==== TASK INPUT ====

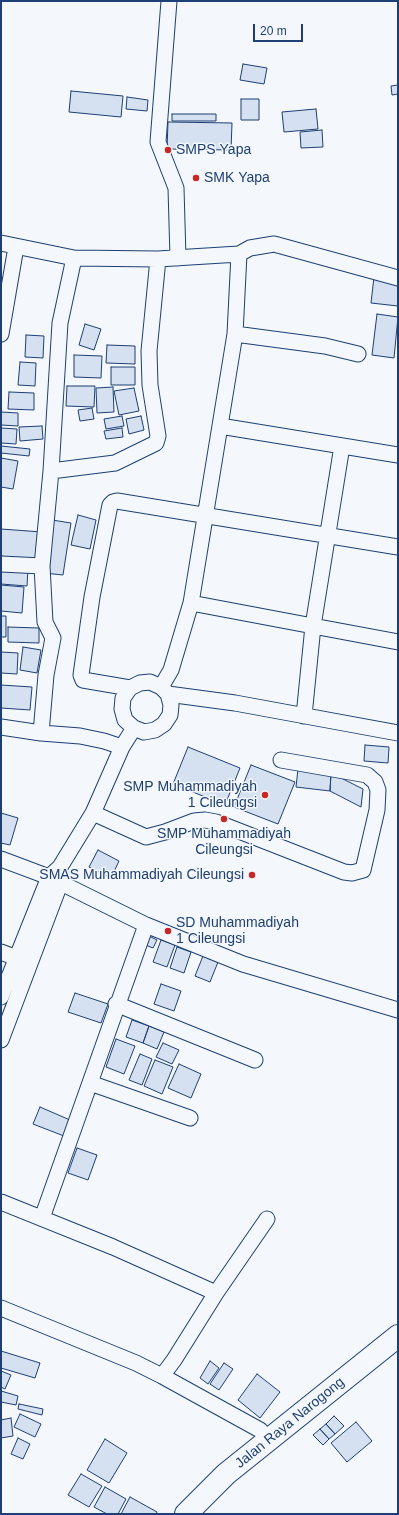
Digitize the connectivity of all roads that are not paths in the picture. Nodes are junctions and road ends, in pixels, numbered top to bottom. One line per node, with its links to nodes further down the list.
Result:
1 (169, 1): 6 (street)
2 (1, 243): 3 (street)
3 (16, 247): 5 (street); 9 (street)
4 (240, 254): 6 (street); 8 (street); 10 (street)
5 (74, 258): 7 (street); 15 (street)
6 (178, 258): 7 (street)
7 (158, 259): 15 (street)
8 (398, 278)
9 (1, 334)
10 (235, 334): 11 (street); 12 (street)
11 (358, 354)
12 (220, 426): 13 (street); 16 (street)
13 (342, 446): 14 (street); 17 (street)
14 (398, 455)
15 (51, 471): 20 (street)
16 (206, 515): 17 (street); 21 (street); 24 (street)
17 (327, 534): 18 (street); 22 (street)
18 (398, 547)
19 (1, 564): 20 (street)
20 (42, 566): 29 (street)
21 (191, 603): 22 (street); 25 (street)
22 (313, 626): 23 (street); 26 (street)
23 (398, 642)
24 (130, 688): 25 (street); 28 (street)
25 (164, 690): 26 (street); 28 (street)
26 (304, 716): 30 (street)
27 (1, 727): 29 (street)
28 (134, 728): 31 (street)
29 (41, 733): 31 (street)
30 (398, 733)
31 (122, 747): 33 (street)
32 (281, 760): 33 (street)
33 (93, 813): 35 (street)
34 (1, 859): 35 (street)
35 (54, 880): 36 (street); 38 (street)
36 (146, 925): 41 (street); 42 (street)
37 (1, 952): 38 (street)
38 (22, 960): 39 (street)
39 (10, 978): 40 (street); 43 (street)
40 (1, 997)
41 (116, 1004): 44 (street); 45 (street)
42 (398, 1010)
43 (1, 1040)
44 (255, 1060)
45 (90, 1083): 46 (street); 48 (street)
46 (190, 1118)
47 (1, 1202): 48 (street)
48 (42, 1218): 50 (street)
49 (266, 1219): 50 (street)
50 (216, 1293): 53 (street)
51 (1, 1308): 53 (street)
52 (398, 1336): 54 (main road, Jalan Raya Narogong)
53 (162, 1376): 54 (street)
54 (270, 1441): 55 (main road, Jalan Raya Narogong)
55 (186, 1514)

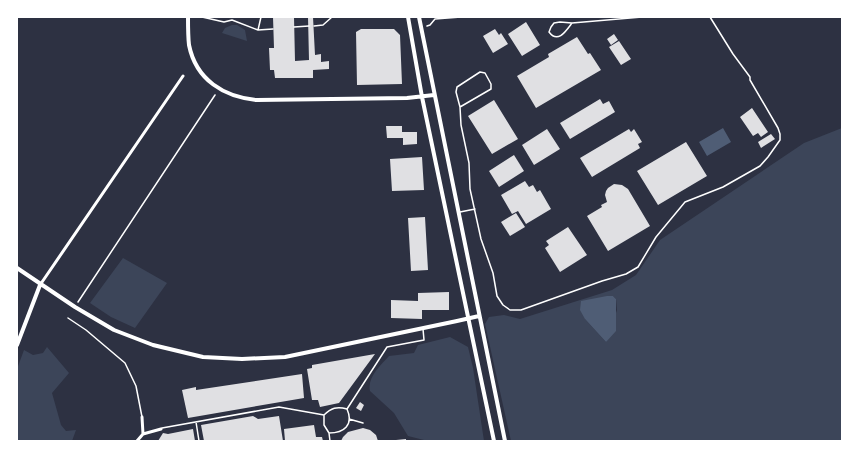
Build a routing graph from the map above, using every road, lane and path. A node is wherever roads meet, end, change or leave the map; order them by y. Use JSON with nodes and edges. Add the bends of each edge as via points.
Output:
{"nodes":[{"id":1,"x":188,"y":17,"type":"edge"},
{"id":2,"x":202,"y":17,"type":"edge"},
{"id":3,"x":261,"y":17,"type":"edge"},
{"id":4,"x":332,"y":17,"type":"edge"},
{"id":5,"x":408,"y":17,"type":"edge"},
{"id":6,"x":419,"y":17,"type":"edge"},
{"id":7,"x":461,"y":17,"type":"edge"},
{"id":8,"x":642,"y":17,"type":"edge"},
{"id":9,"x":710,"y":17,"type":"edge"},
{"id":10,"x":572,"y":23,"type":"junction"},
{"id":11,"x":309,"y":26,"type":"dead end"},
{"id":12,"x":314,"y":26,"type":"dead end"},
{"id":13,"x":427,"y":26,"type":"dead end"},
{"id":14,"x":294,"y":27,"type":"dead end"},
{"id":15,"x":273,"y":29,"type":"dead end"},
{"id":16,"x":258,"y":30,"type":"junction"},
{"id":17,"x":183,"y":76,"type":"dead end"},
{"id":18,"x":434,"y":95,"type":"junction"},
{"id":19,"x":215,"y":96,"type":"dead end"},
{"id":20,"x":422,"y":97,"type":"junction"},
{"id":21,"x":460,"y":107,"type":"junction"},
{"id":22,"x":475,"y":209,"type":"junction"},
{"id":23,"x":458,"y":213,"type":"junction"},
{"id":24,"x":17,"y":268,"type":"edge"},
{"id":25,"x":40,"y":285,"type":"junction"},
{"id":26,"x":75,"y":307,"type":"junction"},
{"id":27,"x":479,"y":316,"type":"junction"},
{"id":28,"x":68,"y":318,"type":"dead end"},
{"id":29,"x":468,"y":319,"type":"junction"},
{"id":30,"x":423,"y":328,"type":"junction"},
{"id":31,"x":17,"y":345,"type":"edge"},
{"id":32,"x":347,"y":409,"type":"junction"},
{"id":33,"x":324,"y":415,"type":"junction"},
{"id":34,"x":142,"y":417,"type":"joint"},
{"id":35,"x":349,"y":418,"type":"junction"},
{"id":36,"x":196,"y":422,"type":"junction"},
{"id":37,"x":363,"y":423,"type":"dead end"},
{"id":38,"x":161,"y":429,"type":"joint"},
{"id":39,"x":329,"y":433,"type":"junction"},
{"id":40,"x":143,"y":434,"type":"junction"},
{"id":41,"x":137,"y":441,"type":"edge"},
{"id":42,"x":199,"y":441,"type":"edge"},
{"id":43,"x":330,"y":441,"type":"edge"},
{"id":44,"x":494,"y":441,"type":"edge"},
{"id":45,"x":505,"y":441,"type":"edge"}],
"edges":[{"from":1,"to":20,"type":"street","via":[[190,46],[194,60],[209,81],[234,96],[257,100]]},
{"from":2,"to":16,"type":"path","via":[[224,22],[232,20]]},
{"from":3,"to":16,"type":"path"},
{"from":4,"to":12,"type":"path","via":[[324,25]]},
{"from":5,"to":20,"type":"street"},
{"from":6,"to":18,"type":"street"},
{"from":7,"to":13,"type":"path","via":[[435,19]]},
{"from":8,"to":10,"type":"lane"},
{"from":9,"to":22,"type":"lane","via":[[750,77],[778,128],[780,140],[760,166],[723,187],[686,202],[656,237],[638,267],[626,274],[521,310],[510,310],[502,305],[497,296]]},
{"from":10,"to":10,"type":"lane","via":[[554,23],[549,32],[556,38],[562,36]]},
{"from":11,"to":14,"type":"path"},
{"from":15,"to":16,"type":"path"},
{"from":17,"to":25,"type":"street"},
{"from":18,"to":20,"type":"street"},
{"from":18,"to":23,"type":"street"},
{"from":19,"to":26,"type":"path"},
{"from":20,"to":29,"type":"street"},
{"from":21,"to":21,"type":"lane","via":[[491,89],[485,73],[480,72],[457,87]]},
{"from":21,"to":22,"type":"lane","via":[[469,163],[470,189]]},
{"from":22,"to":23,"type":"lane"},
{"from":23,"to":27,"type":"street"},
{"from":24,"to":25,"type":"street"},
{"from":25,"to":26,"type":"street"},
{"from":25,"to":31,"type":"street"},
{"from":26,"to":30,"type":"street","via":[[114,330],[153,345],[203,357],[285,357]]},
{"from":27,"to":29,"type":"street"},
{"from":27,"to":45,"type":"street"},
{"from":28,"to":34,"type":"lane","via":[[125,363],[136,386]]},
{"from":29,"to":30,"type":"street"},
{"from":29,"to":44,"type":"street"},
{"from":30,"to":32,"type":"lane","via":[[424,340],[387,347]]},
{"from":32,"to":33,"type":"lane","via":[[329,409]]},
{"from":32,"to":35,"type":"lane"},
{"from":33,"to":36,"type":"lane","via":[[279,408]]},
{"from":33,"to":39,"type":"lane","via":[[324,425]]},
{"from":34,"to":40,"type":"street"},
{"from":35,"to":37,"type":"lane"},
{"from":35,"to":39,"type":"lane","via":[[346,428],[339,433]]},
{"from":36,"to":38,"type":"lane"},
{"from":36,"to":42,"type":"lane"},
{"from":38,"to":40,"type":"street"},
{"from":39,"to":43,"type":"lane"},
{"from":40,"to":41,"type":"street"}]}
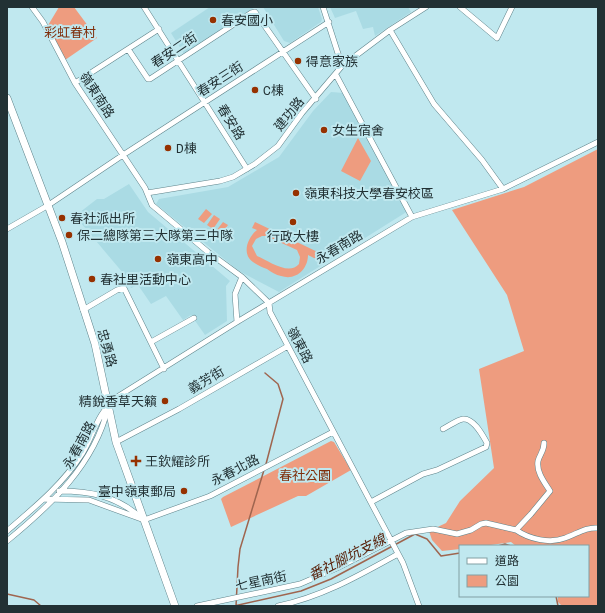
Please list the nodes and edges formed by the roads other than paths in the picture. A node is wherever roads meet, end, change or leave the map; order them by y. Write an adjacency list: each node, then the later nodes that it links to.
1 (32, 7): 15 (street, 嶺東南路)
2 (144, 7): 8 (street, 春安路)
3 (323, 7): 7 (street)
4 (426, 7): 9 (street, 建功路)
5 (460, 7): 6 (street)
6 (512, 7)
7 (329, 22): 11 (street, 春安三街); 13 (street)
8 (159, 29): 10 (street); 12 (street, 春安路)
9 (390, 30): 13 (street, 建功路); 22 (street)
10 (128, 49): 12 (street, 春安二街); 15 (street)
11 (283, 52): 12 (street, 春安二街); 17 (street, 春安二街); 18 (street, 春安三街)
12 (178, 61): 18 (street, 春安路)
13 (342, 66): 14 (street, 建功路)
14 (336, 74): 17 (street, 建功路); 25 (street)
15 (75, 83): 20 (street, 嶺東南路)
16 (7, 98): 24 (main road, 忠勇路)
17 (316, 99): 21 (street, 建功路)
18 (205, 102): 20 (street, 春安三街); 21 (street, 春安路)
19 (598, 142): 22 (street, 永春南路)
20 (123, 155): 23 (street, 嶺東南路); 24 (street)
21 (247, 169): 23 (street, 建功路)
22 (503, 189): 25 (street, 永春南路)
23 (147, 192): 27 (street, 嶺東路)
24 (47, 206): 26 (street); 29 (main road, 忠勇路)
25 (412, 217): 28 (street, 永春南路)
26 (7, 229)
27 (242, 277): 28 (street, 嶺東路); 31 (street)
28 (269, 303): 31 (street, 永春南路); 33 (street, 嶺東路)
29 (83, 310): 32 (street); 35 (main road, 忠勇路)
30 (194, 318): 32 (street)
31 (237, 322): 34 (street, 永春南路)
32 (151, 342): 34 (street)
33 (288, 346): 37 (street, 嶺東路); 38 (street, 義芳街)
34 (164, 369): 35 (street, 永春南路)
35 (108, 405): 38 (main road, 忠勇路); 40 (street, 永春南路); 41 (street, 永春南路)
36 (443, 429): 44 (street)
37 (332, 432): 44 (street, 嶺東路); 45 (street, 永春北路)
38 (116, 442): 45 (main road, 忠勇路)
39 (544, 443): 47 (street)
40 (61, 491): 41 (street); 43 (street, 永春南路); 45 (street)
41 (52, 492): 42 (street, 永春南路)
42 (44, 499): 43 (street); 48 (street, 永春南路)
43 (54, 499): 45 (street); 49 (street, 永春南路)
44 (371, 502): 50 (street, 嶺東路)
45 (144, 520): 53 (main road, 忠勇路)
46 (598, 528): 47 (street, 七星南街)
47 (516, 530): 50 (street, 七星南街)
48 (7, 531)
49 (7, 541)
50 (392, 542): 51 (street, 嶺東路); 54 (street, 七星南街)
51 (398, 552): 52 (street); 56 (street)
52 (293, 605): 55 (street)
53 (175, 606)
54 (197, 606)
55 (278, 606)
56 (419, 606)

====

_TASK DESCRIPTION_. Spot the lines above that mention "list" and copy them.

_EXERCISE SOLUTION_.
Digitize the connectivity of all roads that are not paths in the picture. Nodes are junctions and road ends, in pixels, numbered top to bottom. One line per node, with its links to nodes further down the list.
Please list the nodes and edges formed by the roads other than paths in the picture. A node is wherever roads meet, end, change or leave the map; order them by y. Write an adjacency list: each node, then the later nodes that it links to.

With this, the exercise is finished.